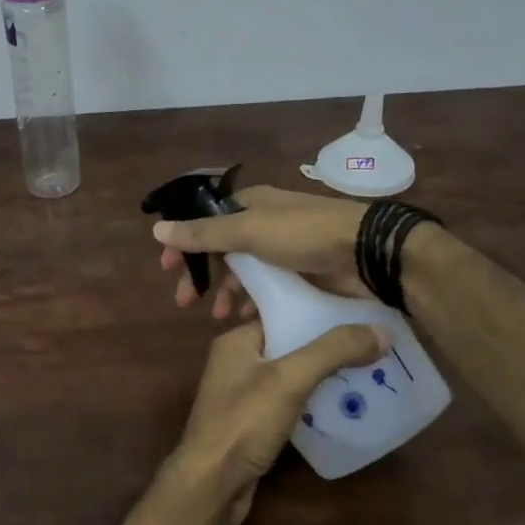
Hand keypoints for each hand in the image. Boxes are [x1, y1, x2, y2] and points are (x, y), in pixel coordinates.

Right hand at [152, 185, 369, 320]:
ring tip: (217, 316)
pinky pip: (266, 289)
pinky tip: (244, 319)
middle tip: (183, 300)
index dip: (184, 242)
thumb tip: (157, 229)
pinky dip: (251, 302)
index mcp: (249, 205)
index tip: (167, 268)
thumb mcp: (248, 231)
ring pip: (243, 271)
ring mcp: (283, 250)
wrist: (367, 253)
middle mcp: (263, 224)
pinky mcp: (301, 274)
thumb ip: (203, 233)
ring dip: (225, 292)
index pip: (205, 220)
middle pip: (220, 248)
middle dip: (201, 274)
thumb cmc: (303, 235)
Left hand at [173, 320, 388, 524]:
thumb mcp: (289, 379)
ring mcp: (243, 395)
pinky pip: (290, 403)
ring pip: (292, 376)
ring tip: (370, 373)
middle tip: (375, 346)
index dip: (321, 311)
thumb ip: (332, 351)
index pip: (283, 313)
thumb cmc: (243, 422)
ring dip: (325, 376)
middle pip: (290, 344)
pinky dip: (315, 403)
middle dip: (329, 346)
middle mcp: (237, 362)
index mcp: (237, 341)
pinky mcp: (253, 424)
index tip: (361, 314)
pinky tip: (345, 408)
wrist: (211, 485)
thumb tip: (382, 330)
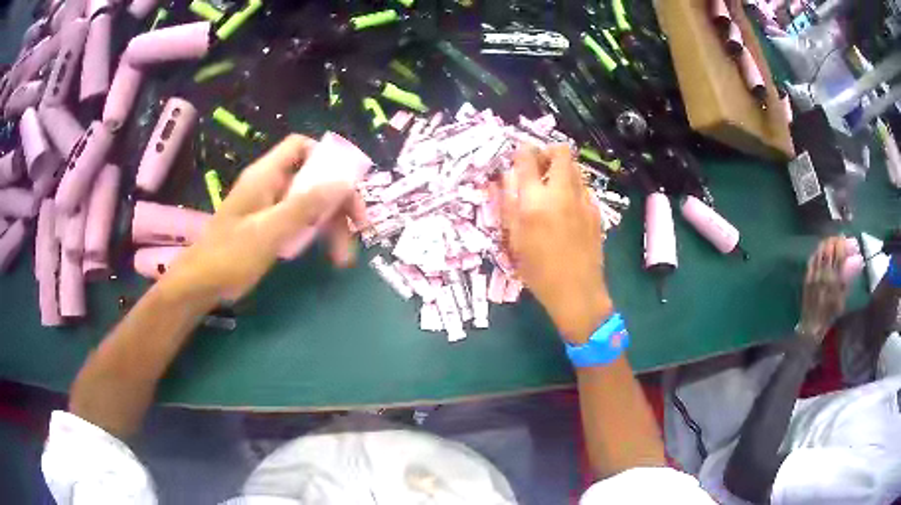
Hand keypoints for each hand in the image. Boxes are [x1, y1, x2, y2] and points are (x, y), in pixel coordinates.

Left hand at [160, 134, 365, 305]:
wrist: (203, 284)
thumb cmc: (230, 255)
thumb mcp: (269, 231)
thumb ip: (304, 206)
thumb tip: (343, 183)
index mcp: (267, 175)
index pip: (300, 146)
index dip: (326, 156)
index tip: (347, 182)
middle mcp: (272, 185)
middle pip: (313, 179)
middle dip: (338, 202)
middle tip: (360, 228)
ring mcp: (272, 207)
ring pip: (311, 204)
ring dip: (332, 226)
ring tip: (344, 258)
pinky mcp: (271, 227)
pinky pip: (302, 222)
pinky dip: (318, 235)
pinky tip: (329, 255)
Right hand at [496, 145, 611, 343]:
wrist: (577, 292)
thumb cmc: (538, 271)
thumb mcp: (514, 240)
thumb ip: (508, 205)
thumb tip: (506, 179)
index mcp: (535, 202)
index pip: (527, 159)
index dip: (521, 151)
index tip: (518, 156)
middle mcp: (561, 193)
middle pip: (561, 152)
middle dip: (548, 152)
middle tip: (539, 168)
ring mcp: (583, 201)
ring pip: (575, 167)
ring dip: (561, 169)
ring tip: (552, 188)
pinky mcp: (596, 211)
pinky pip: (584, 187)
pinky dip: (573, 188)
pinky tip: (566, 209)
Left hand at [798, 236, 848, 343]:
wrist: (811, 326)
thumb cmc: (830, 315)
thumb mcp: (843, 297)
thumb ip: (848, 278)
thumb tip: (858, 261)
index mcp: (833, 278)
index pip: (839, 253)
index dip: (845, 244)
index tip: (852, 242)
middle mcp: (822, 272)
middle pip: (829, 247)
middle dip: (838, 241)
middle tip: (844, 240)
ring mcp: (813, 273)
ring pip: (821, 249)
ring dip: (829, 243)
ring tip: (835, 243)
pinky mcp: (807, 275)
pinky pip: (813, 257)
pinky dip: (820, 251)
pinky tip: (824, 251)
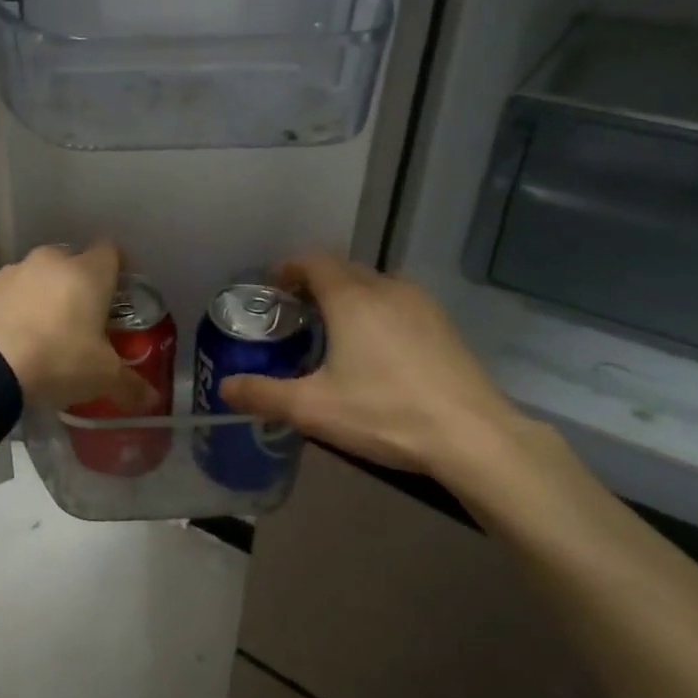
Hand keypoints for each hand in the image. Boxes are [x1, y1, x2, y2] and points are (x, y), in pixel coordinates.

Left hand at [0, 242, 160, 411]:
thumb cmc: (58, 360)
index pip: (111, 251)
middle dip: (77, 286)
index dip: (117, 268)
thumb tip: (152, 399)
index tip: (118, 292)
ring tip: (42, 333)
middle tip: (80, 320)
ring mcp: (11, 272)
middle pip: (71, 262)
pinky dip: (11, 310)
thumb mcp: (102, 378)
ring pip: (35, 277)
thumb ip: (130, 385)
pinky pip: (5, 295)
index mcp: (88, 272)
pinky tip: (10, 340)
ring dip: (42, 296)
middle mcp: (50, 261)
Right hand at [218, 255, 534, 489]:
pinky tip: (377, 350)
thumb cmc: (385, 412)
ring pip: (374, 284)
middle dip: (316, 283)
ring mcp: (421, 304)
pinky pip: (398, 302)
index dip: (289, 269)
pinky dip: (377, 311)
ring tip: (335, 332)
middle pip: (342, 269)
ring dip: (349, 296)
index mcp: (351, 298)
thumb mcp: (313, 409)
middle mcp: (386, 288)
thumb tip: (225, 387)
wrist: (472, 436)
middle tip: (297, 316)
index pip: (313, 261)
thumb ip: (264, 394)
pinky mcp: (443, 324)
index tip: (274, 291)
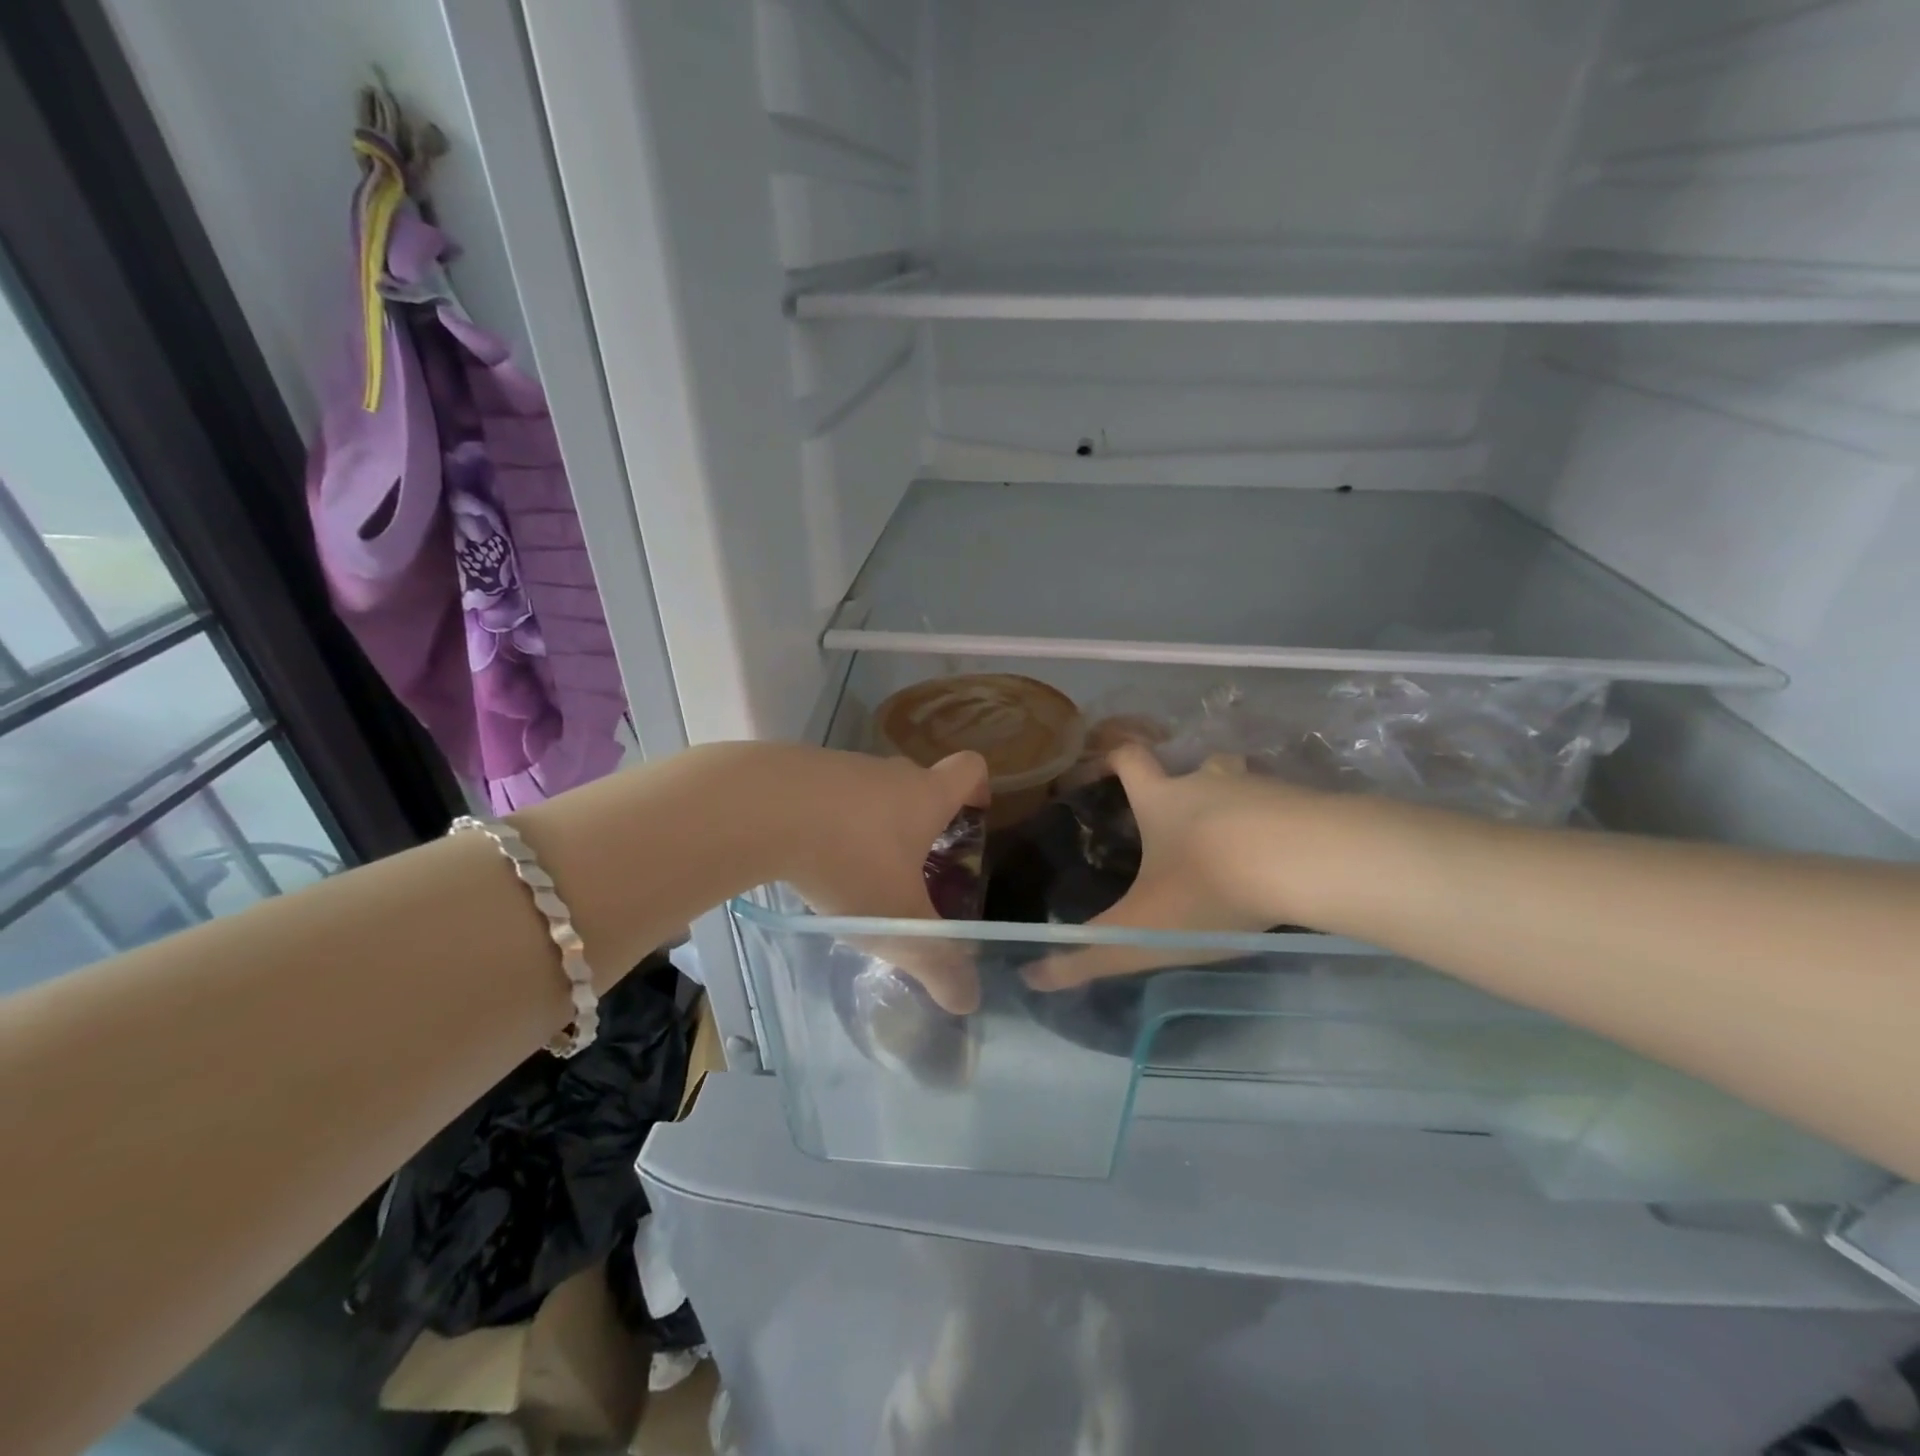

§

- **Exercise requirements**
Write out again, exactly, each line from the one with "ring dip: (349, 296)" to the end of the entries. No pictures go in.

- **Written response**
ring dip: (349, 296)
index mcp: (351, 298)
thumb mcp: (313, 409)
middle mcp: (386, 288)
thumb tip: (225, 387)
wrist: (472, 436)
middle tip: (297, 316)
index pip: (313, 261)
thumb ip: (264, 394)
pinky mcp: (443, 324)
index tip: (274, 291)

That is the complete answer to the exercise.